Of course, investing in diverse set of income-producing assets is another way to increase your income. However, as I discussed last week, it can take a while before this income stream is significant enough to make a dent in your financial life.

Now that we have an idea on how to save more money (by increasing your income), let’s explore what to do with the money once you’ve saved it.

What To Do With the Money You’ve Saved

When it comes to saving for a large purchase such as a home, the right way to go about it is to focus on safety. For most people that means holding cash in some form or another. While you can put your savings into stocks or bonds as you save up, as I’ve demonstrated previously, there is strategy can be quite risky.

And when it comes to saving for a big purchase, the last thing you want to deal with is market risk or interest rate risk. Nevertheless, you don’t necessarily have to place your savings into a checking account (which may be earning near zero interest). Instead, you should consider parking your cash in one of the following options:

  • High-Yield Savings Accounts: These are FDIC-insured (up to $250,000) accounts that offer higher interest rates than standard savings and checking accounts while being basically just as liquid. High-yield savings accounts allow up to six withdrawals per month without incurring any fees. Unfortunately, the yield offered on these accounts isn’t fixed and will change over time as market conditions change.
  • Money Market Accounts: Similar to high-yield savings accounts, money market accounts are FDIC-insured accounts that pay a yield on your cash holdings. Money market accounts tend to pay more than high-yield savings accounts, however there are more restrictions on withdrawals and the minimum balance needed to utilize the account.
    • Note that money market accounts are different from money market funds which are not FDIC insured.
    • Short-term certificates of deposit (CDs) are another saving option, but you won’t have access to your capital (without a penalty) for a predetermined amount of time. Because of this I generally prefer other options on this list. 
  • U.S. Treasury Bills: If you want to go straight to the source, you can invest your accumulated savings directly into U.S. Treasury bills. While these typically provide the highest yield of the options listed here, you also face more risk (via interest rate changes). Though you will get your principal back regardless of what happens with interest rates, if you need to sell your Treasury bills before they mature, you could incur a loss.
    • For example, those that had their money invested in Treasury bills at the beginning of 2022 saw their value plummet as interest rates increased quickly throughout the year.
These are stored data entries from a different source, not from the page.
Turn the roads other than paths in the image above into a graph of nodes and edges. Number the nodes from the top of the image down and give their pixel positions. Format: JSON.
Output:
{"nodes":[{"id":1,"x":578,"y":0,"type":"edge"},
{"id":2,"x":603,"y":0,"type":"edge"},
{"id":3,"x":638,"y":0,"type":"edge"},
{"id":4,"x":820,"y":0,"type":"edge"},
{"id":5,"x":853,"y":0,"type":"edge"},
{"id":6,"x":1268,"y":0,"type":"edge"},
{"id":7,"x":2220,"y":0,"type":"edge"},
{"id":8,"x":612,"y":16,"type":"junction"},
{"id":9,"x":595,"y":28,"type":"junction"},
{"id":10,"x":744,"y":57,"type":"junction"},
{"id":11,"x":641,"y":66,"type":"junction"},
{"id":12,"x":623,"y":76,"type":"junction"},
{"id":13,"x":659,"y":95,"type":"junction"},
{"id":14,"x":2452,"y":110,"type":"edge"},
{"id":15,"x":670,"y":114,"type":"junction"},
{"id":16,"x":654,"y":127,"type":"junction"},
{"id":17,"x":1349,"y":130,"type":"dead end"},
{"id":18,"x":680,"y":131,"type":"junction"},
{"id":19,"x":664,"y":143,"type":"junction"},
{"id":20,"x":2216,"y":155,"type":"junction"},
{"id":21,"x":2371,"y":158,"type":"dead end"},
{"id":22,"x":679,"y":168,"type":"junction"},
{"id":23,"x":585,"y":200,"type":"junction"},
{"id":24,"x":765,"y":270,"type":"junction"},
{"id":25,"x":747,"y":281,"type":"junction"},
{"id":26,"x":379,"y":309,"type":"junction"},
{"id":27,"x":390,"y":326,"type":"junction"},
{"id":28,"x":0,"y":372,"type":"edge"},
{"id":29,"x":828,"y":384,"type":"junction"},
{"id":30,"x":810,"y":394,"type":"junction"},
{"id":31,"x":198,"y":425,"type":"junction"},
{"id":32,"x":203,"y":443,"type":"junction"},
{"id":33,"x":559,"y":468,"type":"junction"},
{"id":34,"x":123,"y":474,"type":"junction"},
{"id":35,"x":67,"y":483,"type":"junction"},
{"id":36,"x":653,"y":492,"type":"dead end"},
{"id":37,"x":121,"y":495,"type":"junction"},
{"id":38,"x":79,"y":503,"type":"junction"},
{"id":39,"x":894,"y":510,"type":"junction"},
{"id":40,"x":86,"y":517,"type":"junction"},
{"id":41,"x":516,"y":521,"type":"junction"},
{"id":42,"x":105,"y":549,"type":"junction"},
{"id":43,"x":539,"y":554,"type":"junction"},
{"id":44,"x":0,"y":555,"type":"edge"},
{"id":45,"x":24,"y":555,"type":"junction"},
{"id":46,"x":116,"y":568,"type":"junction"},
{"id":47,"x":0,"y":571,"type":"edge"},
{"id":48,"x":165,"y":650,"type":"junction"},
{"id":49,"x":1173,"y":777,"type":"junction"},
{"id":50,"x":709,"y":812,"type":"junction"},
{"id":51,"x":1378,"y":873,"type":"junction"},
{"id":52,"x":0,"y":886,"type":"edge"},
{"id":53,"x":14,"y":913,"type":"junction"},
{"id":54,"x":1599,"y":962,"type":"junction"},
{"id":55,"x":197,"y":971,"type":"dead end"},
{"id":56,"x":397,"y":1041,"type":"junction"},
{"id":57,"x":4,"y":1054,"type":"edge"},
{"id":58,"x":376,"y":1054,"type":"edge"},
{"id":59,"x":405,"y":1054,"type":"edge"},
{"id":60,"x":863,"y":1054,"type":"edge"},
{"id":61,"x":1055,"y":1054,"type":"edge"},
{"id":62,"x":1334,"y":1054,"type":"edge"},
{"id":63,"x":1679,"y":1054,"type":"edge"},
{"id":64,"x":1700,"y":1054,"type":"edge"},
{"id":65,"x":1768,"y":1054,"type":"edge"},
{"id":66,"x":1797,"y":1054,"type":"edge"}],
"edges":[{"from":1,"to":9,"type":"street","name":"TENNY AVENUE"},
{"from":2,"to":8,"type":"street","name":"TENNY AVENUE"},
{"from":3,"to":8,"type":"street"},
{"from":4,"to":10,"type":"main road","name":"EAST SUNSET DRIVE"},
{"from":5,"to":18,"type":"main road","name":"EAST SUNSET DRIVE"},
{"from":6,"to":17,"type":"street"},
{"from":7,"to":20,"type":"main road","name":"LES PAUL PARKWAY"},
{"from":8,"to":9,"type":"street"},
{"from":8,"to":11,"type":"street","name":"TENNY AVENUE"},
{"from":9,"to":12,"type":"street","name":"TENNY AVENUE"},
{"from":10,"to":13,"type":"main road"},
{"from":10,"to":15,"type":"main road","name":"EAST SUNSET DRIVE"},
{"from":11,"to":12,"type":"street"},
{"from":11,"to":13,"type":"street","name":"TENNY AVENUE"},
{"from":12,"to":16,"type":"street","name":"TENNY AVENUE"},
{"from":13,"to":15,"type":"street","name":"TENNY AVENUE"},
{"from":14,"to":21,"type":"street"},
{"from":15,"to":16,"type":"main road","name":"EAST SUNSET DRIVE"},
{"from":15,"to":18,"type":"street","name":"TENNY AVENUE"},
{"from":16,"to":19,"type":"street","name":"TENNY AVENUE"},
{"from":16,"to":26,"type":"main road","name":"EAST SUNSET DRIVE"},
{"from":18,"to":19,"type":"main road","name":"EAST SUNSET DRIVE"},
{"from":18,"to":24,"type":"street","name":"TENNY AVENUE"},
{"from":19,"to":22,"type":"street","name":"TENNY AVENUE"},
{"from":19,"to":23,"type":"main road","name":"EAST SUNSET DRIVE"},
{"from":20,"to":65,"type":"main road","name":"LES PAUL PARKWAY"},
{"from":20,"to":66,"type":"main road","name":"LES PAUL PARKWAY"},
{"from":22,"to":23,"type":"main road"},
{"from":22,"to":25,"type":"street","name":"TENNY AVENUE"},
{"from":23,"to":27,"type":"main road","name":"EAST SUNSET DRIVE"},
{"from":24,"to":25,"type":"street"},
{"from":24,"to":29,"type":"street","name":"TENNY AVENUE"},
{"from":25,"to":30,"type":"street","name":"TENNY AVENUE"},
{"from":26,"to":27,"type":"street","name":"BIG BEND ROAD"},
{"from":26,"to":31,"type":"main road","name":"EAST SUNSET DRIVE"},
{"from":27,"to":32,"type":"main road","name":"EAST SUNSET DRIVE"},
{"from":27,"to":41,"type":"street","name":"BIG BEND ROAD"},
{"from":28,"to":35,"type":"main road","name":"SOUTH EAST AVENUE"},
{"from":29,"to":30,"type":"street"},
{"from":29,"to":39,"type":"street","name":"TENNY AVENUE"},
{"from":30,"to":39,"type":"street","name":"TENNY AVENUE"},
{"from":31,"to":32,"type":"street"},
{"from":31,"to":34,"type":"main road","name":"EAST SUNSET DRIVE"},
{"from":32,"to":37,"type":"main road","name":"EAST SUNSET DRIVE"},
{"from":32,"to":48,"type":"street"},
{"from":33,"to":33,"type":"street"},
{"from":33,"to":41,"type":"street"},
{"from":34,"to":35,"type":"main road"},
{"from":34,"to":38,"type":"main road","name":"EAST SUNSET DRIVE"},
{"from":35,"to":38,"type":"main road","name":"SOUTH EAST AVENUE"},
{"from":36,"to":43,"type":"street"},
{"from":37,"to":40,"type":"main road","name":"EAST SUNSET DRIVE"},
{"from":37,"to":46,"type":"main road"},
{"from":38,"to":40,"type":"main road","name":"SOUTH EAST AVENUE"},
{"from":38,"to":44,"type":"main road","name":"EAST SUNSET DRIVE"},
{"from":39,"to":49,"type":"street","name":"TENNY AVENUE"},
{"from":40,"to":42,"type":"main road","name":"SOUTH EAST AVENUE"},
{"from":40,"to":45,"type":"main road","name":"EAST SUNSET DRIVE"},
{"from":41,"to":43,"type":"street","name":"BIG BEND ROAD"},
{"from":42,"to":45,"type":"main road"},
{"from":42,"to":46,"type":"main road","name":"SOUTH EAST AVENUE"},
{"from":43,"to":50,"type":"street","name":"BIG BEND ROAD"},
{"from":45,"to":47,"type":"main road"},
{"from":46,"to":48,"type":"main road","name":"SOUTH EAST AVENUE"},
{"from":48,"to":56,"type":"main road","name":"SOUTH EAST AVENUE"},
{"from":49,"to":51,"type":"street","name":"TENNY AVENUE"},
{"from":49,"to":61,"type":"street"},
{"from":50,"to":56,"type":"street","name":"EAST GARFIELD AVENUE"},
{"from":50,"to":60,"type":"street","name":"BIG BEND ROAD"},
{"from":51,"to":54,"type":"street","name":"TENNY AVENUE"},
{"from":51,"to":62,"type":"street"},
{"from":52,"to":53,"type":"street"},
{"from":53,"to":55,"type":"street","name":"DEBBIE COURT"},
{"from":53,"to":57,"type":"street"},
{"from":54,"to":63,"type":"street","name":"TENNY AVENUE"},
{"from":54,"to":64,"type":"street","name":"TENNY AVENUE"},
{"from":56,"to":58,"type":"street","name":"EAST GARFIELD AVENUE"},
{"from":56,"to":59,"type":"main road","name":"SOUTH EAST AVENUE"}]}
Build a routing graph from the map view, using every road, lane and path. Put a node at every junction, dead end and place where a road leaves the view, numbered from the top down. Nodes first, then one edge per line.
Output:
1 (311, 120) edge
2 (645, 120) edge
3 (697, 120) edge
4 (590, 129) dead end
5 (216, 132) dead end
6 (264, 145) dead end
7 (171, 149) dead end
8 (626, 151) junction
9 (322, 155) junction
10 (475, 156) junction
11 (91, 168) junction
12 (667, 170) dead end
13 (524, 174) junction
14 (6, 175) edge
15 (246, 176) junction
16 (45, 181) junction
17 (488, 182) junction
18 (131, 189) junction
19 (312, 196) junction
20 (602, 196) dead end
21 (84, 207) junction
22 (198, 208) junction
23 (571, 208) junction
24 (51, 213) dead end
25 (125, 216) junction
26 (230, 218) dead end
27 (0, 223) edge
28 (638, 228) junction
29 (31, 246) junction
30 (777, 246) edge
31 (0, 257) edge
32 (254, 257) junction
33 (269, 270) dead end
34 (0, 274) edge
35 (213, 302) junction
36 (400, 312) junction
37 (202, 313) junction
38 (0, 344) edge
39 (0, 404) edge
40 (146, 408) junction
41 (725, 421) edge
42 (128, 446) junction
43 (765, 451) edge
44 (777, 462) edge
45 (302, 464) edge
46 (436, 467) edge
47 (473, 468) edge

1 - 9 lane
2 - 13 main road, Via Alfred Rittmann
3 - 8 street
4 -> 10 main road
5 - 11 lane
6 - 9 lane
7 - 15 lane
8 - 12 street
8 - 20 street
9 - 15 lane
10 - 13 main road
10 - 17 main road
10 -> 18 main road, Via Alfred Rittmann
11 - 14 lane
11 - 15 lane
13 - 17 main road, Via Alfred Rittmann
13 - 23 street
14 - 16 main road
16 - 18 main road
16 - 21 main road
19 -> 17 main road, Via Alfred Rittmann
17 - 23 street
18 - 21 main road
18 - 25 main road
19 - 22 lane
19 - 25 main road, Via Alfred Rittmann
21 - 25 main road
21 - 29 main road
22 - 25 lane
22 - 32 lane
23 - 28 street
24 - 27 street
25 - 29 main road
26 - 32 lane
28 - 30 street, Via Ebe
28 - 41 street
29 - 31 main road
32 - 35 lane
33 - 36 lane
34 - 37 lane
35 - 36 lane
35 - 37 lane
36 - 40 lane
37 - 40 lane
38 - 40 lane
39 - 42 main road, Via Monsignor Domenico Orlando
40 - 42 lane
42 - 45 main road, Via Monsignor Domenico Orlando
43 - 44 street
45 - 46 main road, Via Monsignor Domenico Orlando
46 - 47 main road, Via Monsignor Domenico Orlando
While short-term Treasury bills are less sensitive to interest rates than longer duration bonds, keep in mind that their values will decrease if rates rise.
    • Lastly, while the U.S. government has always paid its debt obligations, there have been moments of political tension where the possibility of default on Treasury bills was a reality. Although such events are rare, it’s still important to be aware of this potential risk.

In summary, while the journey to homeownership requires diligent saving, it’s equally important to safeguard those assets along the way. By considering the options listed above, you can ensure your hard earned money grows safely as you get closer to buying your dream home.

Now that we’ve covered some simple ways to save for a home and where to safely store those savings, let’s wrap things up by explaining why it matters.

The Bottom Line

Buying a home, particularly in today’s market with rising home prices and increasing mortgage rates, is undoubtedly challenging. However, with the right knowledge and strategies in place, you can navigate this financial journey with confidence.

So don’t forget the costs associated with homeownership, the amount you might need to save, and the saving strategies that can help you get there. Of course, there is no one-size-fits-all solution when it comes to how to save for a house, but I hope that the ideas discussed today help you determine your ideal path forward.

The road to homeownership is paved with challenges, but it also filled with lessons and, hopefully, a place that you can eventually call…home. Happy saving and thank you for reading!